But "temporary" is a thing who exists only in theory. In practice its always never or (almost) forever. As soon as a few applications start using this "new" form of UTF-8, some of them may have to keep supporting it forever.

Why not directly going for the pre-2003 UTF-8 encoding ? It would even put a bit of pressure for restoring them and would show that this is the good way. It is also the only way I think to convince people to start implementing it.

vorg · on June 27, 2015

> As soon as a few applications start using this "new" form of UTF-8, some of them may have to keep supporting it forever

Not if it's used through a 3rd-party library such as the Go-implementation of UTF-88 I've provided.

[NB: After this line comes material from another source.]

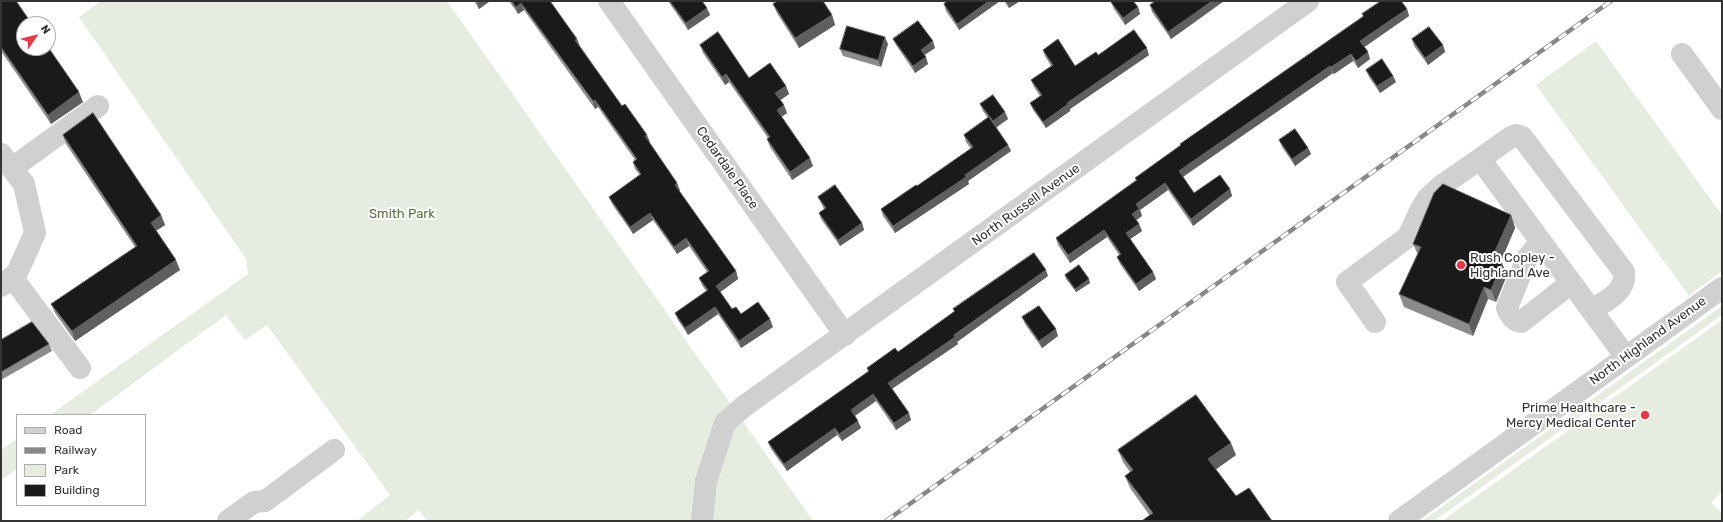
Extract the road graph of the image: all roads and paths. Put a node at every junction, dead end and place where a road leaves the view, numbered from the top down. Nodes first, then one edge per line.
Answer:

> Why not directly going for the pre-2003 UTF-8 encoding ? It would even put a bit of pressure for restoring them

Because it's not a valid encoding under the current scheme, whereas using surrogates with UTF-8 is, using as it does the 2 private use planes to implement the surrogates. The goal is for restoration by the Unicode Consortium, but based on their public utterances it's not going to happen easily or quickly, and in the meantime we need an encoding that's valid under the current scheme because it may need to be used for 10 or 20 years. Of course I could have used UTF-16 with a doubly-directed surrogate system but that would be even more error-prone, and I expect whatever 2nd-level surrogate system is eventually provided with UTF-16 will be legally available with UTF-8 and UTF-16 anyway.

UTF-88 is an attempt to showcase both a surrogation scheme implementable in current UTF-16 and the fact that UTF-8 is the best encoding.

keedot · on June 27, 2015

Interesting that I actually don't need to know this stuff. I think you'll find that MOST developers actually don't need to know this stuff. People seem to forget that the vast bulk of developers are for corporate and in house development, single language, being English.

I know this stuff because I like to understand how this works, but for all the dev's under me, there are probably a thousand concepts that I want them to understand before they start tackling encoding beyond knowing when to call the correct function.

vanous · on June 27, 2015

As being from a non English speaking country I have had to deal with many instances of issues caused by this way of thinking. Before unicode happened to be widely applied, using Linux was 100% harder for us. So sometimes it may see that some things aren't fundamental but they might actually be, you simply don't know it yet.

flohofwoe · on June 27, 2015

...and then you get strange bug reports that your code doesn't work on Windows machines of co-workers from other countries because they have non-ASCII characters in their login name, or worse, the problem makes it out into the wild (http://www.eurogamer.net/articles/2015-04-14-windows-usernam...).

I would actually recommend this text http://utf8everywhere.org/ over the OP, it offers a much simplified view and solution on the mess that was international text encoding in the past. It's better to just forget about codepages and ASCII, and just use UTF-8 everywhere.

icebraining · on June 27, 2015

Well, yes, I'd they know that texts have an encoding, how to detect it, and what functions to call to convert between them, I agree they don't need to understand how they actually work.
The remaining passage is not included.